Sie verlangt und fördert das Verantwortungsgefühl aller Bürger. Sie stellt den Gemeinnutz vor den Eigennutz und ruft das Eigentum in den Dienst der Gemeinschaft, ohne die es eben auch nicht zu garantieren ist, wie wir gerade in den vergangenen Monaten eindrucksvoll sehen konnten.
In einer gewissen Weise könnte man sogar sagen, es kommt darauf an in unserem Land und in Europa Teilung durch Teilnahme zu überwinden.
Teilnahme bedeutet dabei nicht zuerst, dass jeder etwas bekommt, sondern dass alle etwas beitragen können und mitwirken sollen.
Ich beobachte mit wachsender Sorge eine zunehmende Geringschätzung dieser Rechte, die doch nicht weniger sind als das Fundament unserer Freiheit.
Demokratie gewinnt ihre Authentizität und ihre Kraft allein in der Haltung der Bürgerinnen und Bürger.
Im Umbruch der Jahre 1989/1990 sind die Menschen in der DDR sichtbar und stolz zu Bürgern geworden.
Sie konnten daher Eigenschaften entfalten, die sie bis dahin nicht zeigen durften.
Nicht erst im Rahmen der Fußballweltmeisterschaft 2006 wurde das erste Mal ein Meer von Schwarz-Rot-Goldenen Fahnen sichtbar, sondern bereits auf den Montagsdemonstrationen und den großen Wahlkundgebungen 1989/90. Auch hier schon zeigte sich ein friedliches, ein zuversichtliches und ein trotz aller Unsicherheiten fröhliches Volk.
Dieser Bürgersinn ist es, der uns Gemeinschaft mit anderen Völkern finden lässt. Wir leben in der Gemeinschaft der Völker, die die Rechte ihrer Bürger garantieren, Frieden und Wohlstand suchen und in Freiheit leben wollen.
Der Kontinent, auf dem wir leben, wird nach meiner Überzeugung dann eine gute Zukunft haben, wenn er in diesen Werten, der Gerechtigkeit, der Demokratie, dem Frieden und der Freiheit die Mitte sucht und die Einheit, die nach dem II. Weltkrieg verloren gegangen waren.
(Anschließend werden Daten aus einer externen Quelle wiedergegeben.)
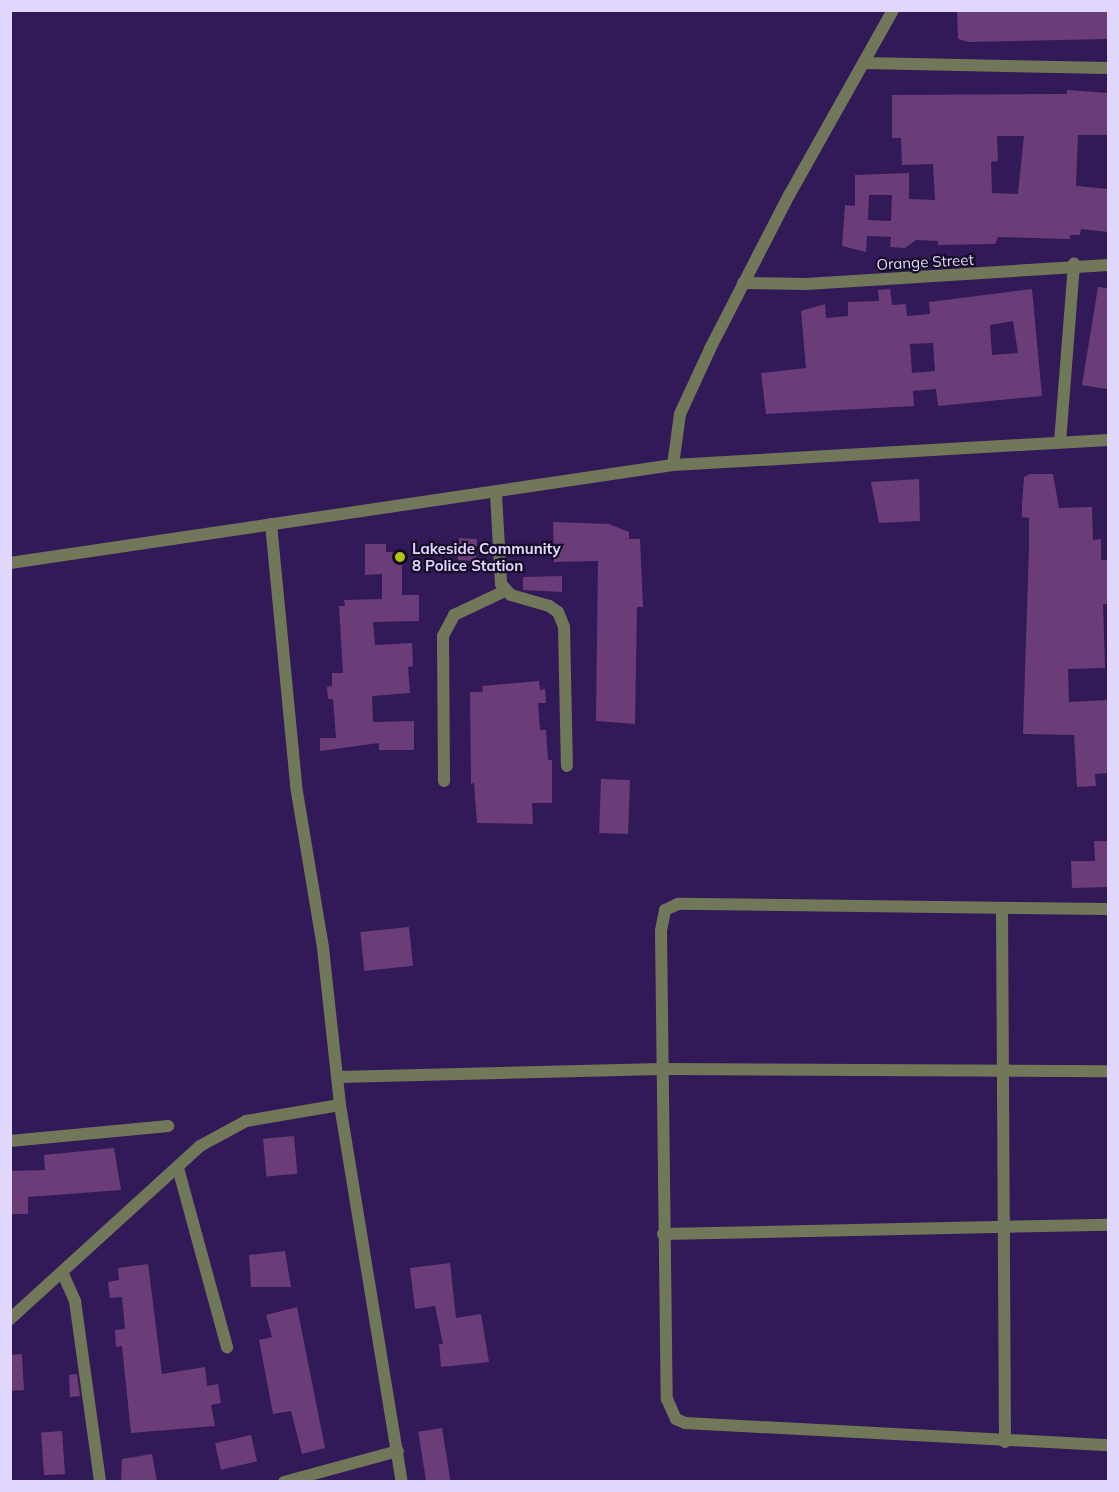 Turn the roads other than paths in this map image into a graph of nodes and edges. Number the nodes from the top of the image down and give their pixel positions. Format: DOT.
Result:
graph roads {
  1 [pos="893,10"];
  2 [pos="865,63"];
  3 [pos="1108,68"];
  4 [pos="1074,264"];
  5 [pos="1108,265"];
  6 [pos="743,283"];
  7 [pos="1108,440"];
  8 [pos="1060,442"];
  9 [pos="673,465"];
  10 [pos="496,494"];
  11 [pos="271,524"];
  12 [pos="10,563"];
  13 [pos="505,591"];
  14 [pos="567,766"];
  15 [pos="444,781"];
  16 [pos="1002,909"];
  17 [pos="1108,909"];
  18 [pos="661,1069"];
  19 [pos="1002,1071"];
  20 [pos="1108,1071"];
  21 [pos="339,1077"];
  22 [pos="340,1105"];
  23 [pos="168,1126"];
  24 [pos="10,1142"];
  25 [pos="178,1168"];
  26 [pos="1108,1225"];
  27 [pos="1005,1228"];
  28 [pos="663,1234"];
  29 [pos="63,1274"];
  30 [pos="10,1319"];
  31 [pos="227,1347"];
  32 [pos="1005,1442"];
  33 [pos="1108,1445"];
  34 [pos="398,1451"];
  35 [pos="100,1482"];
  36 [pos="284,1482"];
  37 [pos="402,1482"];
  1 -- 2 [label="street"];
  2 -- 3 [label="street"];
  2 -- 6 [label="street"];
  4 -- 5 [label="street, Orange Street"];
  4 -- 6 [label="street, Orange Street"];
  4 -- 8 [label="street"];
  6 -- 9 [label="street"];
  7 -- 8 [label="street"];
  8 -- 9 [label="street"];
  9 -- 10 [label="street"];
  10 -- 11 [label="street"];
  10 -- 13 [label="street"];
  11 -- 12 [label="street"];
  11 -- 21 [label="street"];
  13 -- 14 [label="street"];
  13 -- 15 [label="street"];
  16 -- 17 [label="street"];
  16 -- 18 [label="street"];
  16 -- 19 [label="street"];
  18 -- 19 [label="street"];
  18 -- 21 [label="street"];
  18 -- 28 [label="street"];
  19 -- 20 [label="street"];
  19 -- 27 [label="street"];
  21 -- 22 [label="street"];
  22 -- 25 [label="street"];
  22 -- 34 [label="street"];
  23 -- 24 [label="street"];
  25 -- 29 [label="street"];
  25 -- 31 [label="street"];
  26 -- 27 [label="street"];
  27 -- 28 [label="street"];
  27 -- 32 [label="street"];
  28 -- 32 [label="street"];
  29 -- 30 [label="street"];
  29 -- 35 [label="street"];
  32 -- 33 [label="street"];
  34 -- 36 [label="street"];
  34 -- 37 [label="street"];
} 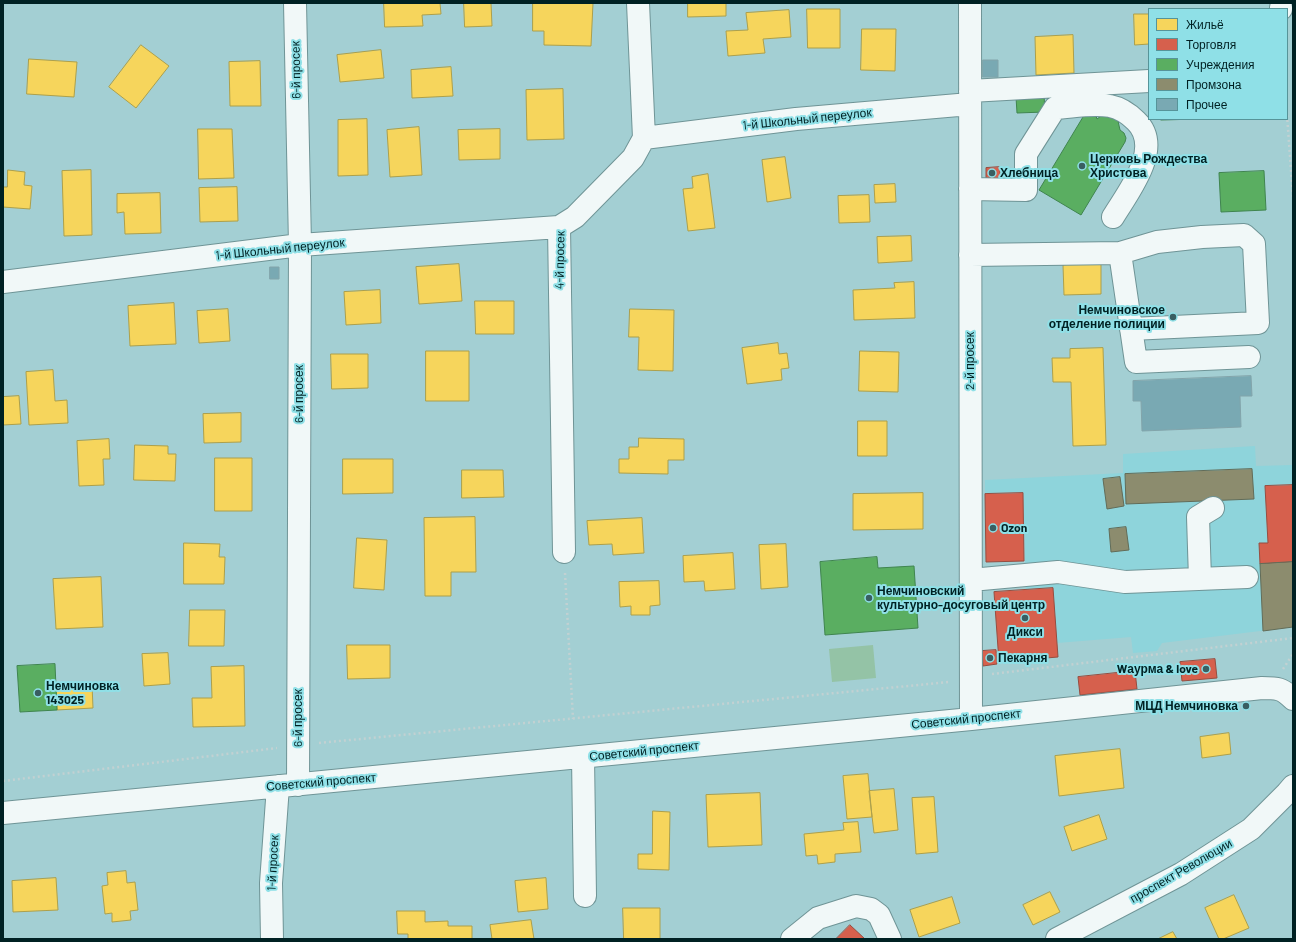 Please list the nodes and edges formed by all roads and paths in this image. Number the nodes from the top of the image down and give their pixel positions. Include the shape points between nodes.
1 (295, 3) edge
2 (638, 3) edge
3 (970, 3) edge
4 (1148, 80) edge
5 (970, 98) junction
6 (1287, 120) edge
7 (644, 138) junction
8 (970, 190) junction
9 (1293, 198) edge
10 (1113, 217) dead end
11 (559, 227) junction
12 (300, 245) junction
13 (1120, 253) junction
14 (970, 254) junction
15 (3, 282) edge
16 (1131, 329) junction
17 (1249, 357) dead end
18 (1213, 508) dead end
19 (564, 552) joint
20 (1247, 577) dead end
21 (1200, 579) junction
22 (971, 580) junction
23 (1293, 638) edge
24 (971, 677) junction
25 (1288, 694) edge
26 (573, 718) junction
27 (971, 719) junction
28 (298, 745) junction
29 (583, 757) junction
30 (3, 781) edge
31 (288, 786) junction
32 (1293, 786) edge
33 (3, 813) edge
34 (586, 896) dead end
35 (272, 939) edge
36 (792, 939) edge
37 (890, 939) edge
38 (1057, 939) edge

1 - 12 street, 6-й просек
2 - 7 street
3 - 5 street, 2-й просек
4 - 5 street, 1-й Школьный переулок
5 - 7 street, 1-й Школьный переулок
5 - 8 street, 2-й просек
6 - 9 path
7 - 11 street, 4-й просек via 632,158 574,217
8 - 10 street via 1026,190 1026,154 1055,108 1112,106 1132,116 1140,124 1147,144 1141,170
8 - 14 street, 2-й просек
11 - 12 street, 1-й Школьный переулок
11 - 19 street, 4-й просек
12 - 15 street, 1-й Школьный переулок
12 - 28 street, 6-й просек
13 - 14 street
13 - 16 street
13 - 16 street via 1157,242 1202,237 1244,235 1254,244 1258,323
14 - 22 street, 2-й просек
16 - 17 street via 1136,362
18 - 21 street via 1198,517
19 - 26 path
20 - 21 street
21 - 22 street via 1125,582 1058,572
22 - 24 street, 2-й просек
23 - 24 path
24 - 26 path via 950,682
24 - 27 street, 2-й просек
25 - 27 street, Советский проспект via 1274,688 1262,688
26 - 28 path
27 - 29 street, Советский проспект
28 - 30 path
28 - 31 street, 6-й просек
29 - 31 street, Советский проспект
29 - 34 street
31 - 33 street, Советский проспект
31 - 35 street, 1-й просек via 271,883
32 - 38 street, проспект Революции via 1251,829 1180,874
36 - 37 street via 818,918 856,906 871,909 878,915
Unsere Welt war in Ost und West zerfallen, aber sie hatte keine Mitte mehr.
Wir werden dann eine gute Zukunft haben, wenn wir in jedem Augenblick begreifen: Die Geschichte ist nicht einfach ein rätselhaftes Schicksal, das die Völker heimsucht.
Geschichte ist vor allem auch ganz schlicht das, was Menschen tun. Dabei bin ich aber sicher, dass man auf Menschen am wenigsten durch die Forderungen wirkt, die man aneinander stellt, als vielmehr durch das Beispiel, das wir einander geben. Die Haltung eines die Freiheit liebenden, demokratischen Bürgers kann niemand einfordern, die muss vorgelebt werden. Diese Aufgabe stellt sich den Regierenden wie den Regierten, und sie stellt sich jeder Generation neu.
Darum kann ich Ihnen am Ende meiner Rede nicht mehr sagen als: Ich werde solange ich lebe zu jeder freien Wahl gehen!
Und ich werde mich dabei stets an das erste Mal erinnern. An den 18. März 1990, die Wahl zur ersten freien Volkskammer, der ich die Ehre hatte anzugehören und der ich gerne gedient habe.